When VCA South Shore (Weymouth) Animal Hospital director Wendy Farley adopted Koda, he was a joyful, energetic 12-week-old puppy, and destined to be a service dog.
“I’d always wanted to try raising a service dog,” Farley says. “I knew it was a one-year commitment to socialize the dog, expose him to things, and do some basic training.”
But a couple of months into training, the COVID-19 pandemic hit, and Koda couldn’t visit grocery stores, dog parks and other places where he could interact with other people and animals. So, Farley made a point of bringing Koda into the veterinary hospital.
“He was meeting clients, staff, cats and dogs,” she says, as well as socializing and training with treats and positive reinforcement.
People quickly fell in love as they learned Koda loved treats and was a “leaner,” she says: “Part of his training was supposed to be that he was trained to lie quietly under my desk while I worked all day, but very quickly, we found when an employee came in to talk to me, he would go and sit with them instead. He loves to snuggle. He’s like, ‘I’m going to help,’ thank you.”
Then, one day, Koda was playing in the backyard with Farley and her husband’s other dog and “came up lame,” she says.
She rushed Koda to the hospital, where the service-dog organization that had lent Farley the dog approved diagnostics. Koda had sustained a knee injury: a tear of the cranial cruciate ligament. Surgery was necessary and he needed a TPLO, or tibial plateau leveling osteotomy—a procedure regularly performed by surgeons at the hospital.
“The tibial plateau leveling osteotomy is used to stabilize a knee with a torn CCL,” says Dr. Andrea Tomas, one of the hospital’s board-certified surgeons.
The surgery went well, but the organization had bad news: Koda was being dropped from the program. They worried Koda’s new owner would be faced with rehabilitation work and risk of injury in the other knee, which is more likely in dogs who’ve damaged one knee.
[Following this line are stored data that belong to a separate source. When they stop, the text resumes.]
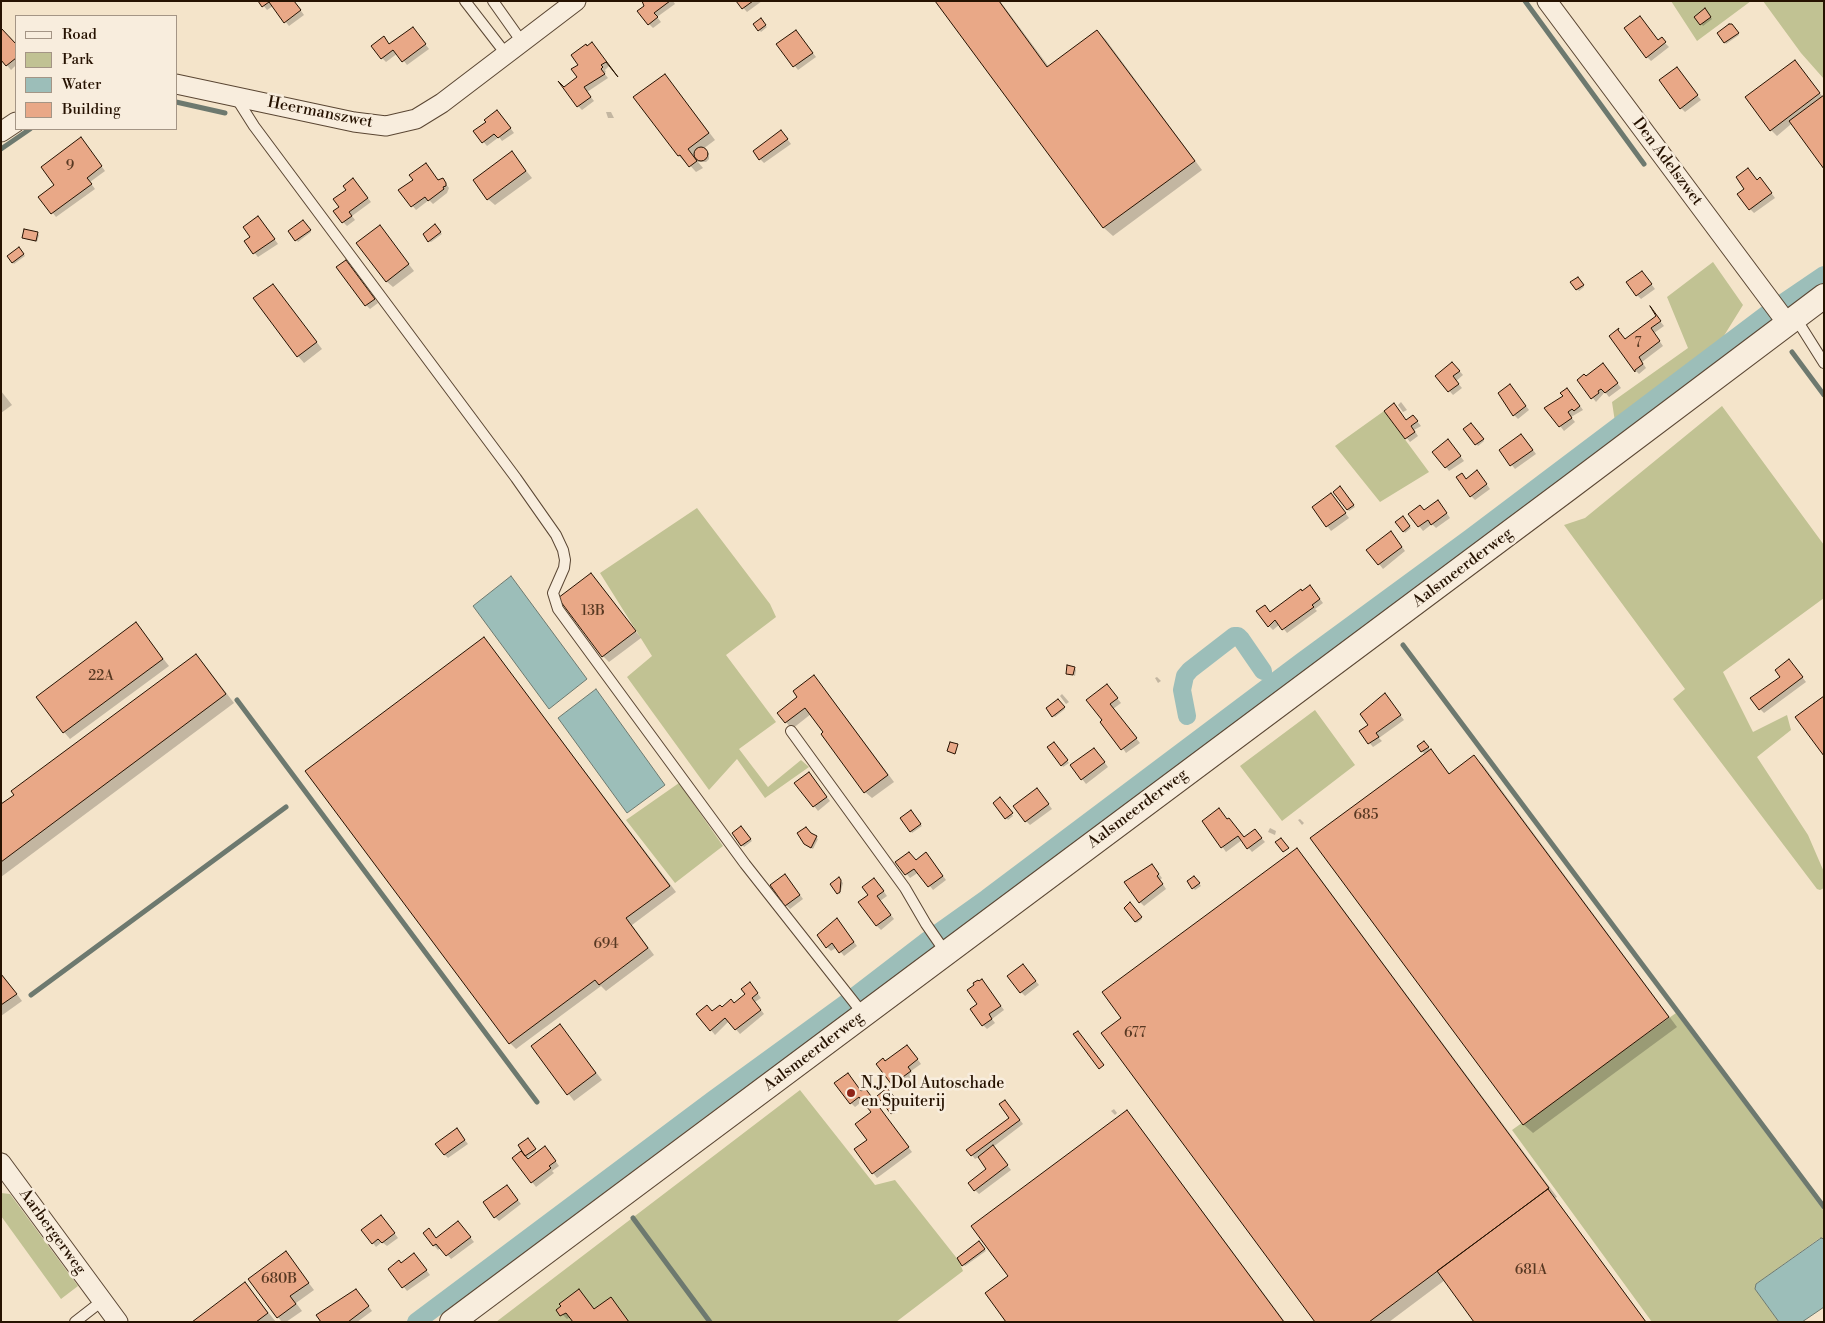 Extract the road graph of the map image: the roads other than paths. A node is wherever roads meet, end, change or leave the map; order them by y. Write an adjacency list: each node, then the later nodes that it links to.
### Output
1 (465, 1): 6 (lane)
2 (493, 1): 5 (lane)
3 (576, 1): 5 (street, Heermanszwet)
4 (1547, 1): 12 (street, Den Adelszwet)
5 (522, 42): 6 (street, Heermanszwet)
6 (506, 54): 8 (street, Heermanszwet)
7 (178, 84): 8 (street, Heermanszwet)
8 (234, 96): 16 (lane)
9 (15, 123): 10 (street)
10 (1, 132)
11 (1824, 296): 12 (street, Aalsmeerderweg)
12 (1783, 313): 13 (lane); 15 (street, Aalsmeerderweg)
13 (1824, 363)
14 (791, 731): 15 (lane)
15 (942, 946): 16 (street, Aalsmeerderweg)
16 (861, 1011): 21 (street, Aalsmeerderweg)
17 (1, 1163): 18 (street, Aarbergerweg)
18 (102, 1301): 19 (lane); 20 (street, Aarbergerweg)
19 (75, 1322)
20 (118, 1322)
21 (452, 1322)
Where did that leave Koda, loved by Farley and the VCA South Shore Weymouth team? Farley was given the opportunity to adopt him, and she took it.
Now, he’s a regular visitor, according to pet insurance specialist and financial coordinator, Lorraine Brady: “He just makes our day. You stop for a minute and play with Koda, and it just makes you happy.”
Farley says “He’s able to offer that comfort, that destressing they need.”
While it’s disappointing Koda couldn’t go on to become the service animal everyone hoped for it, he’s found a new way to take his training and great personality with him to his less official but no less important visits to the hospital: “His path changed, and we’re on a new path, and he has a new purpose.”
Did you know September is National Service Dog Month? VCA salutes all service dogs everywhere! (Even ones like Koda that don’t quite make it to their chosen career.) Find out more at American Humane.
““He just makes our day. You stop for a minute and play with Koda, and it just makes you happy.””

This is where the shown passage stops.